Brain Research, 2010

Several lines of evidence demonstrate that processing facial expression can occur in the first 130 ms following a face presentation, but it remains unclear how this is modulated by attention. We presented neutral, fearful and happy faces to subjects who attended either to repeated identity or to repeated emotions. Brain activity was recorded using magnetoencephalography (MEG) and analyzed with event-related beamforming, providing both temporal and spatial information of processing in the brain. The first MEG component, at 90 ms (M90), was sensitive to facial expression, but only when attention was not directed to expression; non-attended fearful faces increased activation in occipital and right middle frontal gyri. Around 150 ms, activity in several brain regions, regardless of the direction of attention, was larger to emotional compared to neutral faces; attention directed to facial expressions increased activity in the right fusiform gyrus and the anterior insula bilaterally.
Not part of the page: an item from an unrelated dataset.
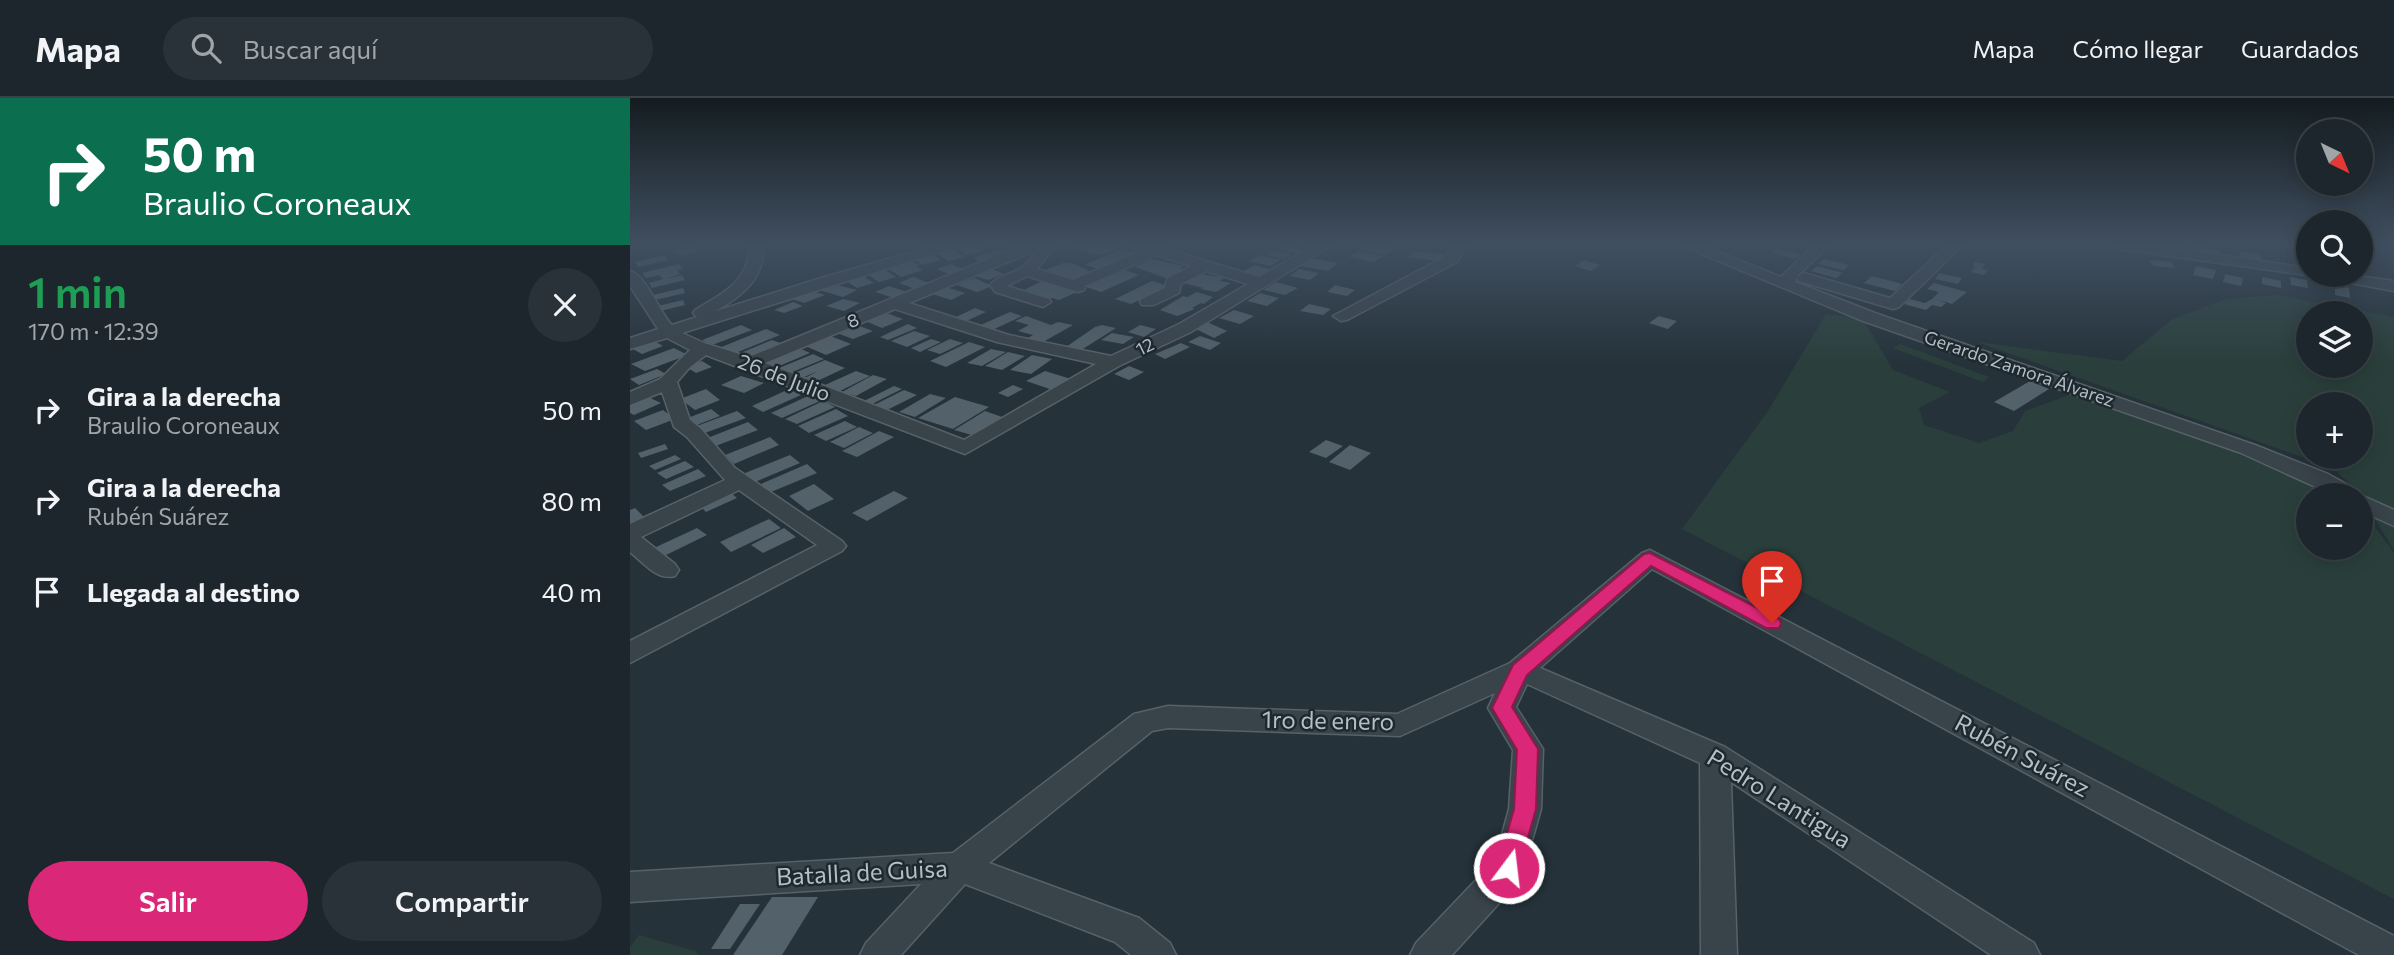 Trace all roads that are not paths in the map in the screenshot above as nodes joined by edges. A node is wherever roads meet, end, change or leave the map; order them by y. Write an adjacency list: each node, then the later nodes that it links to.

M220 was not modulated by individual facial expressions; however, attention directed to facial expressions enhanced activity in the right inferior parietal lobe and precuneus, while attention directed to identity enhanced posterior cingulate activity.These data demonstrate that facial expression processing involves frontal brain areas as early as 90 ms. Attention directed to emotional expressions obscured this early automatic processing but increased the M170 activity. The M220 sources varied with the direction of attention. Thus, the pattern of neural activation to faces varied with attention to emotions or to identity, demonstrating separate and only partially overlapping networks for these two facets of information contained in faces.